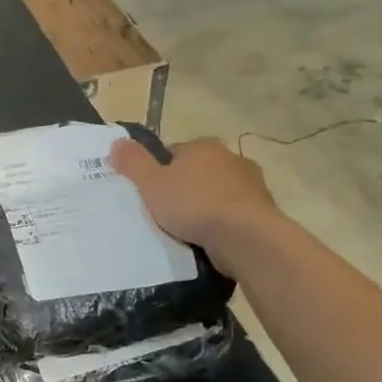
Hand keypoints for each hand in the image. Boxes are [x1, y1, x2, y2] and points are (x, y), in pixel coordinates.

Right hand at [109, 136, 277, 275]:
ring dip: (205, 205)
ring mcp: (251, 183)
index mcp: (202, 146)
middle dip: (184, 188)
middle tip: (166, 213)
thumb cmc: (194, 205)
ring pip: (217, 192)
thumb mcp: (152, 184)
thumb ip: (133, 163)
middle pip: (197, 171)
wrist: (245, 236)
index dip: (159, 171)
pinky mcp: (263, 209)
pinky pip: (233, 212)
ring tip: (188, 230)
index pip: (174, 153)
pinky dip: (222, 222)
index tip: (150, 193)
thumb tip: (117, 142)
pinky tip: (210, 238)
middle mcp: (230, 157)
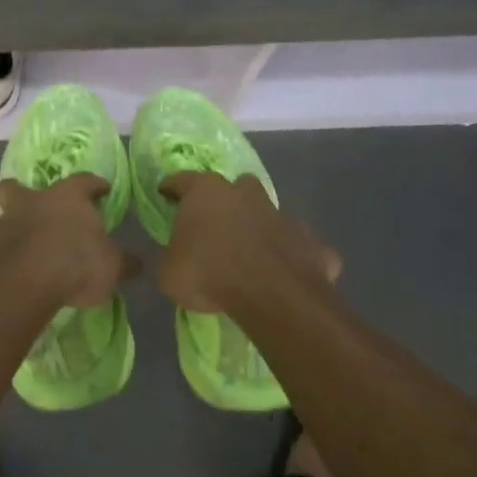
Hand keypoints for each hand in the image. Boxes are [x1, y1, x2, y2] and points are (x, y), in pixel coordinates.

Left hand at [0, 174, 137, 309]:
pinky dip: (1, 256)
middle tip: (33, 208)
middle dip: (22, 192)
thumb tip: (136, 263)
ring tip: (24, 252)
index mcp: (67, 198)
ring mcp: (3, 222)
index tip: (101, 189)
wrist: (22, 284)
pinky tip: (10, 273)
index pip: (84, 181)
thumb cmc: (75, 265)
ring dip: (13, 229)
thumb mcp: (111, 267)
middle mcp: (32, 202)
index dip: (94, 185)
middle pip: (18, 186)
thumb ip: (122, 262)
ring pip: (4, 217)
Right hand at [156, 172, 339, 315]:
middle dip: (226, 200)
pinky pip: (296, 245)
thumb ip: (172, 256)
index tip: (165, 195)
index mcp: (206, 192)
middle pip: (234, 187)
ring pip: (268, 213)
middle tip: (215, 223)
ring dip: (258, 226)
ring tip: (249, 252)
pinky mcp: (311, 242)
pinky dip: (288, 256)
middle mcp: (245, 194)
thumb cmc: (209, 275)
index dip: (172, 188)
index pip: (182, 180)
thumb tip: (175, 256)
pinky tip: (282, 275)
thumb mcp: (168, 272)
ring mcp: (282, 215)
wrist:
****************************************
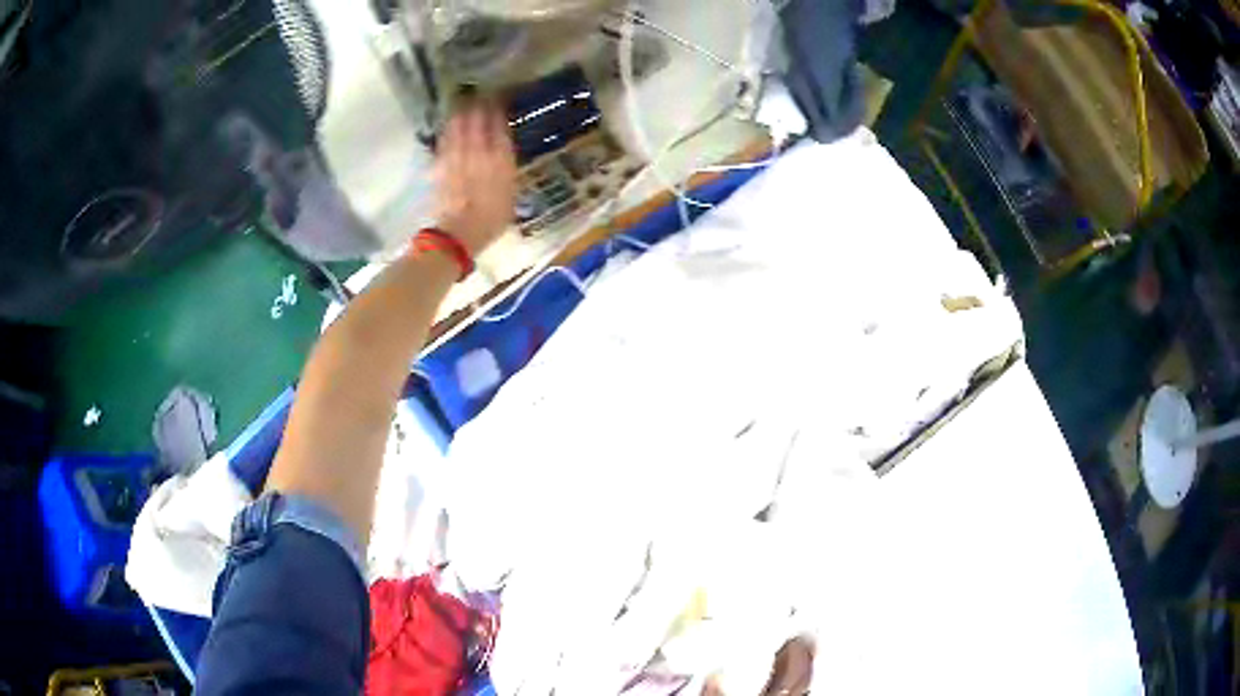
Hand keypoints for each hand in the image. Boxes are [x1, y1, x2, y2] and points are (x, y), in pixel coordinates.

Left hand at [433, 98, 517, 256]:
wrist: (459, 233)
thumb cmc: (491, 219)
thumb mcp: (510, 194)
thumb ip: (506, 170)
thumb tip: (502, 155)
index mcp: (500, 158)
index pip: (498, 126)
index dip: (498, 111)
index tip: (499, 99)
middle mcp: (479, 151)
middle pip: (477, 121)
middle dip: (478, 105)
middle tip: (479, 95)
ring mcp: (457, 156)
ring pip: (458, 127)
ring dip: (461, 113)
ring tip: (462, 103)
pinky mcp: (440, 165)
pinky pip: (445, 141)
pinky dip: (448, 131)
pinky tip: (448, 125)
****************************************
Scan the material above for the string "hand" and return the lines that hold it.

**Completed task:**
Hand keypoints for each hand in the image. Boxes are [x1, y1, x2, y2] and points are (x, y), in pixel coordinates.
Right hand at [109, 136, 277, 275]:
Hand keypoints for each hand in the image. Boxes are [x1, y1, x2, y2] and points are (x, y), in pixel coordinates.
Left hand at [0, 174, 137, 309]:
Right hand at [156, 172, 339, 315]:
Hand keypoints for each hand in the image. Boxes are [x1, y1, x2, y2] and points are (x, y), in pixel coordinates.
Left hand at [433, 98, 517, 256]:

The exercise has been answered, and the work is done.